Radiologic grading system by O'Loughlin et al.
RESULTS
There were no complications including wound infection or hind limb paresis.
Radiographic analysis
Post-experiment simple radiographs showed compact radio-opaque bone graft substitutes at the L4-5 region and in between these bone graft substitutes a radiolucent space was observed. This radiolucent space between the bone graft substitutes was seen to increase from the 3-4 weeks to the 5-6 weeks after the experiment was preformed. After the 6-7 weeks this space was substituted by a homogenous radio-opaque zone. The authors believe that the increase of the radiolucent space represents the resorption of the bone graft substitutes and the new homogenous radio-opaque zone in the radiolucent space to be the shadow of newly fused bone mass.
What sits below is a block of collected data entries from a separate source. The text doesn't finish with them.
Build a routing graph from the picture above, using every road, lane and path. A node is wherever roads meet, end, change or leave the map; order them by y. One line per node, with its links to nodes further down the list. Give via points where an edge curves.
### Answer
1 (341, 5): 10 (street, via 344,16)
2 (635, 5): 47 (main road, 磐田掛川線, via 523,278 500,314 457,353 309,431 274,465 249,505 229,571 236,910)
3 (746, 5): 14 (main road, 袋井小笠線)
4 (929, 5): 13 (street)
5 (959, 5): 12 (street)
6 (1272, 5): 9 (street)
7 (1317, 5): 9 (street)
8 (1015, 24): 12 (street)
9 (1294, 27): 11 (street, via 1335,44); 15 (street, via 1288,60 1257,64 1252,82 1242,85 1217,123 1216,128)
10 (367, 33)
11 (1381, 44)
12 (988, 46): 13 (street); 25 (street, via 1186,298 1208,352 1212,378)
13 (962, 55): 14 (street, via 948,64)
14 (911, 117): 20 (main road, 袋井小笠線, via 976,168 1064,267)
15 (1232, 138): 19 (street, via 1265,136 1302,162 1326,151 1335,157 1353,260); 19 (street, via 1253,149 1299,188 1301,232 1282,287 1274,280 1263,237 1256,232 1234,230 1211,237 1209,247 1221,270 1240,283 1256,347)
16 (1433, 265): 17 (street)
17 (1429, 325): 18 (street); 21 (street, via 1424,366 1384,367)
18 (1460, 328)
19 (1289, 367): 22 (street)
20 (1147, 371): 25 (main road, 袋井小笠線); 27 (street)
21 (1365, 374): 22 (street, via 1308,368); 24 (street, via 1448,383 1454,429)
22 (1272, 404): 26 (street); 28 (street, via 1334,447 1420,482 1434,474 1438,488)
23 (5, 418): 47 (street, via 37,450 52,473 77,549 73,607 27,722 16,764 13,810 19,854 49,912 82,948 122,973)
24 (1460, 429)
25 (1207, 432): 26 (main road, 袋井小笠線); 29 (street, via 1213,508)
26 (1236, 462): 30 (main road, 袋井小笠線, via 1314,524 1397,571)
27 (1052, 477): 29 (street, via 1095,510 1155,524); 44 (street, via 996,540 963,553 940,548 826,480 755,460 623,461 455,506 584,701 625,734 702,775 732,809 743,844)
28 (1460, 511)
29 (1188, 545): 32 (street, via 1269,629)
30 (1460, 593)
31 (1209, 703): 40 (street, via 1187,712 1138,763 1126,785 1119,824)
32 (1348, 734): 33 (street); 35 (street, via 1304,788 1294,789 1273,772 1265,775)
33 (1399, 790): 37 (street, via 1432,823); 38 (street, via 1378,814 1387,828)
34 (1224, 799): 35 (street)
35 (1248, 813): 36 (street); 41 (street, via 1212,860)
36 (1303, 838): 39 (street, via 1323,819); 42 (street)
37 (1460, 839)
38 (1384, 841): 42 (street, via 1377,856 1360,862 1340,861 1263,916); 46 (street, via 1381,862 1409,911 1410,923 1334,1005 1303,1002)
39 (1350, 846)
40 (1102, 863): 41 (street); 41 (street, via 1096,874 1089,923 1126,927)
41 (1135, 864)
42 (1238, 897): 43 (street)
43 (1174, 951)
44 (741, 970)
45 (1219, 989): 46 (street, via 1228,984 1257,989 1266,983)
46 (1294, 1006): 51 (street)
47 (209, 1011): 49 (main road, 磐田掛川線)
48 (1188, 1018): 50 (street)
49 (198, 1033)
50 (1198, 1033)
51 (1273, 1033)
In the control group, a shadow of the radiolucent space between the implanted bone graft substitutes started to increase overall from postoperative 4 weeks (Fig. 1B), forming a shadow of a bone fusion mass with a relatively even density at around 7 weeks (Fig. 1C). However, the HA-CMC group showed absorption between the bone graft substitutes from postoperative 3 weeks (Fig. 2B) and demonstrated a shadow of a bone fusion mass from 6 weeks, one week earlier than the control group (Fig. 2C). On the radiologic grading system by O'Loughlin et al.18), the two groups did not have remarkable changes on simple radiographs until 2 weeks, and started to reveal poor formation of new bone from 3 weeks. Until 5 weeks, no statistically significant differences were found between the two groups, but the HA-CMC group experienced faster bone fusion. At 6 weeks, in particular, the HA-CMC group (Fig. 3D) demonstrated significant progression of bone fusion compared with the control group (p=0.029) (Fig. 3B). However from 7 weeks, no significant differences were found between the two groups and, at 9 weeks, both groups had a bone fusion scored 4.93 (Table 2) (Fig. 4, 5).
Fig. 1.
In the control group, immediately after operation (A), a shadow of the radiolucent space between the implanted bone graft substitutes started to increase overall from postoperative 4 weeks (B), forming a shadow of a bone fusion mass with a relatively even density at around 7 weeks (C).
Fig. 2.
Sodium hyaluronate-sodium carboxymethyl cellulose group, immediately after operation (A), absorption between the bone graft substitutes from postoperative 3 weeks (B) and demonstrates a shadow of a bone fusion mass from 6 weeks (C), one week earlier than the control group.
Fig. 3.
At 6 weeks, in particular, the HA-CMC group (C and D) demonstrates significant progression of bone fusion compared with the control group (A and B) : A and C : Immediately after operation, B and D : 6 weeks after operation. HA-CMC : hyaluronate-sodium carboxymethyl cellulose.
Table 2.
Comparison of the radiologic grading system by simple X-ray
HA-CMC : hyaluronate-sodium carboxymethyl cellulose.
Fig. 4.
At 9 weeks, no significant differences are found between the two groups, and both groups had a bone fusion (A) control group, (B) HA-CMC group. HA-CMC : hyaluronate-sodium carboxymethyl cellulose.
Fig. 5.
Comparison of the radiologic grading system by simple X-ray.
3D CT scanning
The 3D CT scanning performed at postoperative 4 and 9 weeks showed the result same as the radiographic analysis during the same period. No statistically significant differences were found between the two groups (Table 3) (Fig. 6).
Table 3.
Comparison of the radiologic grading system by three dimensional computed tomography scanning
HA-CMC : hyaluronate-sodium carboxymethyl cellulose.
Fig. 6.
The three dimensional computed tomography scanning performed at postoperative 9 weeks shows the result same as the radiographic analysis during the same period, and both groups had a bone fusion (A) control group, (B) HA-CMC group. HA-CMC : hyaluronate-sodium carboxymethyl cellulose.
Manual palpation
One rat from each group showed "motion", suggesting nonunion. As the other 14 rats of each group did not have the motion, the fusion rate was 93.3%. There were no significant differences between the two groups.
DISCUSSION
Postlaminectomy epidural fibrosis after laminectomy significantly increases the hazards of revision spine surgery and may contribute to the occurrence of failed back syndrome20). Modifications of surgical technique, anti-inflammatory medication, and the use of biologic and synthetic interposing materials, serving as a mechanical barrier between dura and overlying tissue, have been employed in an attempt to prevent or limit the formation of fibrous tissue. A variety of biological, pharmacological, and synthetic materials have been evaluated to address the issue of scar formation in the posterior spine after laminectomy23).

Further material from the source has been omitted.